De inmediato me abrí paso entre la multitud. El hombre observó mi cuerpo y mi pala, asintió y, con un gesto de la barbilla, me indició que subiera al camión. A continuación, todos los hombres que rodeaban el vehículo empezaron subir a la parte trasera entre empujones para asegurarse un lugar. El capataz no podía hacer mucho para controlarlos. La parte de atrás del camión se tambaleó y se inclinó, y varios hombres cayeron o fueron empujados al suelo. Era igual que en el tren. Cuando todos estuvimos apretujados y ya no cabía un alfiler, el camión se puso en marcha. Más hombres cayeron cuando el camión aceleró y giró bruscamente, pero a nadie pareció importarle. Apoyé la pala contra el pecho y la agarré con fuerza para que nadie pudiera robármela mientras sentía la brisa fresca del río en mis mejillas.

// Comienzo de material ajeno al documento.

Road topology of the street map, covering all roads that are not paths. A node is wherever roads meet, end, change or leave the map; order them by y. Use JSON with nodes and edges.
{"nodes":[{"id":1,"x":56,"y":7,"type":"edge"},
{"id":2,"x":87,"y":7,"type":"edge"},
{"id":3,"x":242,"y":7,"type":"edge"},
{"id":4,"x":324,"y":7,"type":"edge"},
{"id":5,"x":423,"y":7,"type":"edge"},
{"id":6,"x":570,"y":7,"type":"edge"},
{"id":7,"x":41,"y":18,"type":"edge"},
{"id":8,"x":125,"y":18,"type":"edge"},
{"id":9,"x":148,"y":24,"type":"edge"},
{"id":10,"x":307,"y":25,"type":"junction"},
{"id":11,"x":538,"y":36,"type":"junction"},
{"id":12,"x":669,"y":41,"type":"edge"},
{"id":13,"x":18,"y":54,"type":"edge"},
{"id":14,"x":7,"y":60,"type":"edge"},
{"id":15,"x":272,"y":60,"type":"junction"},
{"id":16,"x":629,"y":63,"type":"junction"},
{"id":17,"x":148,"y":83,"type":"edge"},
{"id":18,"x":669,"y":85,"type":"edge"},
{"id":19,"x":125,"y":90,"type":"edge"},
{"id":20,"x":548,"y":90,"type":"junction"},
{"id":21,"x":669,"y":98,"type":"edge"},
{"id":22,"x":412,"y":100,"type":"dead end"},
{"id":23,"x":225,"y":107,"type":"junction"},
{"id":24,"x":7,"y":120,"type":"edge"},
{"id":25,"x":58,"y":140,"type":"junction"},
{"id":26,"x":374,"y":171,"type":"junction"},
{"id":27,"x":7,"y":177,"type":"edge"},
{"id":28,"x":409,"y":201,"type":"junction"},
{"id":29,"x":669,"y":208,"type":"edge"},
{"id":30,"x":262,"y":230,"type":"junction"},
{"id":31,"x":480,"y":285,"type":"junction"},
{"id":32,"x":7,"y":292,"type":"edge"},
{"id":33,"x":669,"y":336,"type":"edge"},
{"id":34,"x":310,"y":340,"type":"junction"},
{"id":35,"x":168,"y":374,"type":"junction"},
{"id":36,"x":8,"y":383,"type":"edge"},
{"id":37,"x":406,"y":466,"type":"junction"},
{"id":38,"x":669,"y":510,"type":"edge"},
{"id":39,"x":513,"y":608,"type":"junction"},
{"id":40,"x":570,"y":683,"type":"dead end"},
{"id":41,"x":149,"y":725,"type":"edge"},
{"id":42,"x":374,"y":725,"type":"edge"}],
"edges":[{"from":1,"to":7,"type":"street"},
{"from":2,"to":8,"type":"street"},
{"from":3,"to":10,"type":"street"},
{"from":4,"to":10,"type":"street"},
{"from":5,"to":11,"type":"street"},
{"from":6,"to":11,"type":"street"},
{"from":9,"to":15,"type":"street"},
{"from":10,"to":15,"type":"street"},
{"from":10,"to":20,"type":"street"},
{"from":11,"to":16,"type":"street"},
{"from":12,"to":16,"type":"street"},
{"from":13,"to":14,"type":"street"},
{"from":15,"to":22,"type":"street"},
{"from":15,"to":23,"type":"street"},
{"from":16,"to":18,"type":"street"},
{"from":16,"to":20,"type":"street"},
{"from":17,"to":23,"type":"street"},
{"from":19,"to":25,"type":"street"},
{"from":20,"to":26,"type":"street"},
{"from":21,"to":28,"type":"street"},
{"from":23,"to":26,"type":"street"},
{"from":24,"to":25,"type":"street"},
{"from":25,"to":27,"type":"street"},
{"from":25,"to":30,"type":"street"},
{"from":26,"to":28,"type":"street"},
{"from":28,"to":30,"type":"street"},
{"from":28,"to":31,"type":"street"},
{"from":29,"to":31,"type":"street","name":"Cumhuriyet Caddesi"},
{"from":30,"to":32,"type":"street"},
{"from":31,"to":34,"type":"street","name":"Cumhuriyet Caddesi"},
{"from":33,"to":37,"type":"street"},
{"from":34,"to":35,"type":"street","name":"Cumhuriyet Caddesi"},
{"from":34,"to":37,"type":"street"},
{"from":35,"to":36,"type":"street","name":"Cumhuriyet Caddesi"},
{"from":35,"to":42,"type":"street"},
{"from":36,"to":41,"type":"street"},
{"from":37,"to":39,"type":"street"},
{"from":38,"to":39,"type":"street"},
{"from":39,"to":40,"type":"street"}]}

Trabajé en la construcción durante tres meses. Era una tarea sencilla que sin embargo exigía mucho físicamente. Empezaba a las siete de la mañana y acababa las cinco de la tarde, todo el día mezclando cemento o transportando vigas de hierro. Trabajaba con todas mis fuerzas y ganaba diecisiete yuanes al día. Aquello no era suficiente para mí, así que por la tarde volvía a la ciudad y trabajaba media jornada limpiando o recogiendo basura. A pesar de todo, estaba contento por cómo me iban las cosas, ya que ganaba diecisiete veces más que lo que cobraba en la fábrica. En la ciudad tenía muchas más oportunidades que en el campo, y estaba loco de alegría.

Para ahorrar dinero, recogía restos de madera y de plástico allí donde trabajaba y los usaba como materiales para construir mi propia caseta detrás del centro de recogida de jornaleros. Me quedaba allí toda la noche, de modo que cuando por la mañana venía el camión podía salir corriendo y ponerme a la cola. Los demás hombres que vivían cerca eran amables conmigo. Si hacían un estofado con entrañas de cerdo, me daban un poco, o me avisaban cuando compartían una botella de vino barato. Sin embargo, esto sólo lo hacían los hombres de la provincia de Sichuan, y la razón era que únicamente confiábamos en aquellos que hablaban nuestra misma lengua.